- _Your task_:
From the records below, copy the lines that include "Alton".

- _Dataset records_:
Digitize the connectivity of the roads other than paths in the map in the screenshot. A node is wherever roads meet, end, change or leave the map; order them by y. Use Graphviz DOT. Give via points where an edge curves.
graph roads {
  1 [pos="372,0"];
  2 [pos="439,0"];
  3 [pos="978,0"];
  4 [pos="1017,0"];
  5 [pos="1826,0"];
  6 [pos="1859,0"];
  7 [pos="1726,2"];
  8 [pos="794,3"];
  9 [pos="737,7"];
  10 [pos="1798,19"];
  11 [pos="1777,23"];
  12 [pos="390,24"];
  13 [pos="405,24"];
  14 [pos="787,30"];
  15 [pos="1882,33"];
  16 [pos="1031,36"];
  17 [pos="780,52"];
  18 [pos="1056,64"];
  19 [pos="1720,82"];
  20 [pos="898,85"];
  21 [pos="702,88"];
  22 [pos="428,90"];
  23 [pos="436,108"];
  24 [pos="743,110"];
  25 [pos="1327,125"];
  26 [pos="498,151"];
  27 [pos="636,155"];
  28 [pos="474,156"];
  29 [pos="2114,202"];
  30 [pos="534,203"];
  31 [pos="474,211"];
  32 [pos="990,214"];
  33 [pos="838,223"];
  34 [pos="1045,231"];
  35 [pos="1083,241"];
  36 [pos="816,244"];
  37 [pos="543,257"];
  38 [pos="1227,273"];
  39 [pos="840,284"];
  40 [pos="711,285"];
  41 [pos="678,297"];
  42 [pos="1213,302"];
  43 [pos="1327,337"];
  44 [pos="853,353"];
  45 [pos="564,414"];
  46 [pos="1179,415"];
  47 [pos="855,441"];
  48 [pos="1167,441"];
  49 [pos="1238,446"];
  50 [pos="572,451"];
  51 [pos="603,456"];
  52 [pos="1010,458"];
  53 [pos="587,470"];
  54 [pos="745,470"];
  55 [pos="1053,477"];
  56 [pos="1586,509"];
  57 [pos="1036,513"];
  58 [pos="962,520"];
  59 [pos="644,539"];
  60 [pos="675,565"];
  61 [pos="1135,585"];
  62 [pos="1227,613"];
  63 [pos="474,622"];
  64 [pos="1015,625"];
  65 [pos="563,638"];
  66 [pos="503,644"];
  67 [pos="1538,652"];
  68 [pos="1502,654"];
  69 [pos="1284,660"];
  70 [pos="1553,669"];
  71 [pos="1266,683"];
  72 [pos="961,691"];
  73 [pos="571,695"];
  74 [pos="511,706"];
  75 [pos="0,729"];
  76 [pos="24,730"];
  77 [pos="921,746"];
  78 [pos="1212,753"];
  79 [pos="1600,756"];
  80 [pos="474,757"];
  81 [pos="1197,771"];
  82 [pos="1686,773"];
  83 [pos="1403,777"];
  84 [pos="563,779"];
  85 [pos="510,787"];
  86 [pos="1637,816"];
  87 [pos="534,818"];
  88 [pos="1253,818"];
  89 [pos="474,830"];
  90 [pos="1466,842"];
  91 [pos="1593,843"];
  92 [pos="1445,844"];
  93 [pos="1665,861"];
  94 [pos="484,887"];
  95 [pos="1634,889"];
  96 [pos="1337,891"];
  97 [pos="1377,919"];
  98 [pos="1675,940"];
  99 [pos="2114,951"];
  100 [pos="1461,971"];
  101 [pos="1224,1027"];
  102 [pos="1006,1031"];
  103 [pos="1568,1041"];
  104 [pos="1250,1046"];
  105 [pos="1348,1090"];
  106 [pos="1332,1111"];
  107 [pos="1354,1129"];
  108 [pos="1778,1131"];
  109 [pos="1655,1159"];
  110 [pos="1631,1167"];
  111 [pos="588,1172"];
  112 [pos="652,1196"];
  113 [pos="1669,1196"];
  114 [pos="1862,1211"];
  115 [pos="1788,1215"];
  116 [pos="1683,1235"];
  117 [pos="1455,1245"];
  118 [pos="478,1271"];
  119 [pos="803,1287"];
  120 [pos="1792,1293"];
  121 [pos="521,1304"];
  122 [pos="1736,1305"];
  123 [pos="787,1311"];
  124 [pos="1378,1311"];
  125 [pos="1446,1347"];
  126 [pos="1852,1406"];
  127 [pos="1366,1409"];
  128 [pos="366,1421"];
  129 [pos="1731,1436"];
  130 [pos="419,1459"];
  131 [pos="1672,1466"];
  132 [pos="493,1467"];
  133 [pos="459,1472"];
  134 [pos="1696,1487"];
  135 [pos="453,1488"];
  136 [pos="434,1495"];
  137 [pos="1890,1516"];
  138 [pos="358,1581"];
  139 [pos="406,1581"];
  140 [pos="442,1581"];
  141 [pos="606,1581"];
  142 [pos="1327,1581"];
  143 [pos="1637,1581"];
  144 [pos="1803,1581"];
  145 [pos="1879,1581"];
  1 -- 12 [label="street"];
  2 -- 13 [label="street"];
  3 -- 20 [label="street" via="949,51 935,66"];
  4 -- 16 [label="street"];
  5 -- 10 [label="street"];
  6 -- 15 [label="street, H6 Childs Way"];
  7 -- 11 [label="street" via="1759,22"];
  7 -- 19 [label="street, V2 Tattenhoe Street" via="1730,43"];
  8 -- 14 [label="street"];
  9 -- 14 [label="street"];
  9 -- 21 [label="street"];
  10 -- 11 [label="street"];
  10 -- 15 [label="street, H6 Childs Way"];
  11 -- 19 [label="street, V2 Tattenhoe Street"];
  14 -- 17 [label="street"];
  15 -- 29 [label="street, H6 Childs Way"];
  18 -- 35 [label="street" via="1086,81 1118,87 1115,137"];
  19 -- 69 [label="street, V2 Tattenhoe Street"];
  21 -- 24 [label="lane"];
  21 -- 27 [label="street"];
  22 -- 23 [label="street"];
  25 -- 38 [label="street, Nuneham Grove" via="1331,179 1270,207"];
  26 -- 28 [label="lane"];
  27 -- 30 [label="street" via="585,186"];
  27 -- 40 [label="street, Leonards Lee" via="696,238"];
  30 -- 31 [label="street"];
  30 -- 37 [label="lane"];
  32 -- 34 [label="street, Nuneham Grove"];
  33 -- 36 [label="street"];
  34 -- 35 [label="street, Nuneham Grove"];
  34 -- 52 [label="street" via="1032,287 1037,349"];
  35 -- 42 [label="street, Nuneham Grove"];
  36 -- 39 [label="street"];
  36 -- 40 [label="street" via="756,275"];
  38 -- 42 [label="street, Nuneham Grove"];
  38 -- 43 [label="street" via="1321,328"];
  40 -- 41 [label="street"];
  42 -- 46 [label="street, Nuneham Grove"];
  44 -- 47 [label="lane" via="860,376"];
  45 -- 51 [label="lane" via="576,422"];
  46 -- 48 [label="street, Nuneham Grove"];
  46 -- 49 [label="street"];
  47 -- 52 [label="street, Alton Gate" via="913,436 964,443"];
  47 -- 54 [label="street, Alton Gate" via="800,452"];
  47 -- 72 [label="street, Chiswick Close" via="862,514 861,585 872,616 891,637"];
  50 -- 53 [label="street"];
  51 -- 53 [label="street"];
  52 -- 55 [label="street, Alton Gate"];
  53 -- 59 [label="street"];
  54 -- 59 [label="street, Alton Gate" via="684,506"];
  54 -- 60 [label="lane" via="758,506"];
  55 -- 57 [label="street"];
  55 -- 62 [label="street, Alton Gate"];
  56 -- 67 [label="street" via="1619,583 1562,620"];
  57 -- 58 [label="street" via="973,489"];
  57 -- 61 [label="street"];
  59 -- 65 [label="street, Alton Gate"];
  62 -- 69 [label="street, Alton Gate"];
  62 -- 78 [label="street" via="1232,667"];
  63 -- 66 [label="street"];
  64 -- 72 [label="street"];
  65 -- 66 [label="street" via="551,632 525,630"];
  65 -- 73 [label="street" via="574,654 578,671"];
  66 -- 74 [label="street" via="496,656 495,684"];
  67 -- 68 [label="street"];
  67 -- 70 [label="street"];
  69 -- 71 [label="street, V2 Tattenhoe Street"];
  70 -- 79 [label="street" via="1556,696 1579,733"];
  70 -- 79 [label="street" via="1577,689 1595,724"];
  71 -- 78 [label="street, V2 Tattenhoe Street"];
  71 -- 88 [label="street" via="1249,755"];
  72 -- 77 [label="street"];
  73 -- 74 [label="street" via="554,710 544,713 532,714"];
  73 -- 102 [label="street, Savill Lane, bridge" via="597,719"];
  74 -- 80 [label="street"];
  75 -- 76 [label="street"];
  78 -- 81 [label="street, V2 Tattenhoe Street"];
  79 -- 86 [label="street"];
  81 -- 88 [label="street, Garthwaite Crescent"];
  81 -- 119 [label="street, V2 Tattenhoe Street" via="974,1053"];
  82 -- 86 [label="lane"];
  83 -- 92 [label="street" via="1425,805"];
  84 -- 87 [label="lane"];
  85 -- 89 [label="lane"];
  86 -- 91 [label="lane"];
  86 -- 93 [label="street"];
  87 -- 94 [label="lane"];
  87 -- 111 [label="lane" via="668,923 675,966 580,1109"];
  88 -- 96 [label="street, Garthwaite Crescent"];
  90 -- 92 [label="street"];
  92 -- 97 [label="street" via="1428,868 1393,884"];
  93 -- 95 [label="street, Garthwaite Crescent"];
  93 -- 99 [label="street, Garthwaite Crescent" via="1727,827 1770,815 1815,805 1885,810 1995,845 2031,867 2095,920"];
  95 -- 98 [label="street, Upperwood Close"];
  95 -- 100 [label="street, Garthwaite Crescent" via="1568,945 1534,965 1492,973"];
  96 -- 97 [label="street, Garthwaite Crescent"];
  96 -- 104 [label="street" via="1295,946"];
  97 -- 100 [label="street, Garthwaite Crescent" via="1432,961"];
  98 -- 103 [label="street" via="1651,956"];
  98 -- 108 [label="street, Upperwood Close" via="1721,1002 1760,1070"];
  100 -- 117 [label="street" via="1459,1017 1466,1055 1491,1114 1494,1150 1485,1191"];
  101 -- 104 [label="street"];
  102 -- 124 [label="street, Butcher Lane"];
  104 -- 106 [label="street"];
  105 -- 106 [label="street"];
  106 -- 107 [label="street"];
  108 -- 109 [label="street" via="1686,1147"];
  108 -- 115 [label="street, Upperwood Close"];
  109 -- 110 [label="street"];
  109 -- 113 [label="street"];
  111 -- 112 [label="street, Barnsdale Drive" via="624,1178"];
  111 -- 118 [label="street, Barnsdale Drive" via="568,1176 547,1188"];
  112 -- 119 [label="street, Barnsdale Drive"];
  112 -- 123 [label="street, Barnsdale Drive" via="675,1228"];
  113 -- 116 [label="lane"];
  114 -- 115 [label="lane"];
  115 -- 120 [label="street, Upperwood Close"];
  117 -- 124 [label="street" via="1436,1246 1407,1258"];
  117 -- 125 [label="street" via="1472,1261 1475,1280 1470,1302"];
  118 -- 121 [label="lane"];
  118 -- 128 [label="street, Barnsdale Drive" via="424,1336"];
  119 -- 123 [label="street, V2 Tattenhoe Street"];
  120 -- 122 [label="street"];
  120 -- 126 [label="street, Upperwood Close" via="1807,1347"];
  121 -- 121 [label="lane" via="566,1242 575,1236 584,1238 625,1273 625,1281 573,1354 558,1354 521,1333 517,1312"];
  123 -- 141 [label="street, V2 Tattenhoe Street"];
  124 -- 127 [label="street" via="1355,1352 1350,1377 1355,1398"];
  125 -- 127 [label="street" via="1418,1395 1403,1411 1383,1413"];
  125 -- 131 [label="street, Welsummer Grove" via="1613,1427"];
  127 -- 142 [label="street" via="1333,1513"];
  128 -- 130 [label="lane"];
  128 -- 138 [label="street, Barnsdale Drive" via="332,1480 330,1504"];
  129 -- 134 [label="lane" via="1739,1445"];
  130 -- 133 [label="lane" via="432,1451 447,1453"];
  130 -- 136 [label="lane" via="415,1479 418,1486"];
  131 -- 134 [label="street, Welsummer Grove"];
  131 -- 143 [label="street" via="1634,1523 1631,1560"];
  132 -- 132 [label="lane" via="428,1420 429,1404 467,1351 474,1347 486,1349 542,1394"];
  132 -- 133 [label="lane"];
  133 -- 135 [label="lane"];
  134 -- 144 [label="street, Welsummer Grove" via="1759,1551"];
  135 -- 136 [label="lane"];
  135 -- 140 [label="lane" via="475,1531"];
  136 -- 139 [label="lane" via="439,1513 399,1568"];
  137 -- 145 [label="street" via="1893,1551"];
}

- _Solution_:
  47 -- 52 [label="street, Alton Gate" via="913,436 964,443"];
  47 -- 54 [label="street, Alton Gate" via="800,452"];
  52 -- 55 [label="street, Alton Gate"];
  54 -- 59 [label="street, Alton Gate" via="684,506"];
  55 -- 62 [label="street, Alton Gate"];
  59 -- 65 [label="street, Alton Gate"];
  62 -- 69 [label="street, Alton Gate"];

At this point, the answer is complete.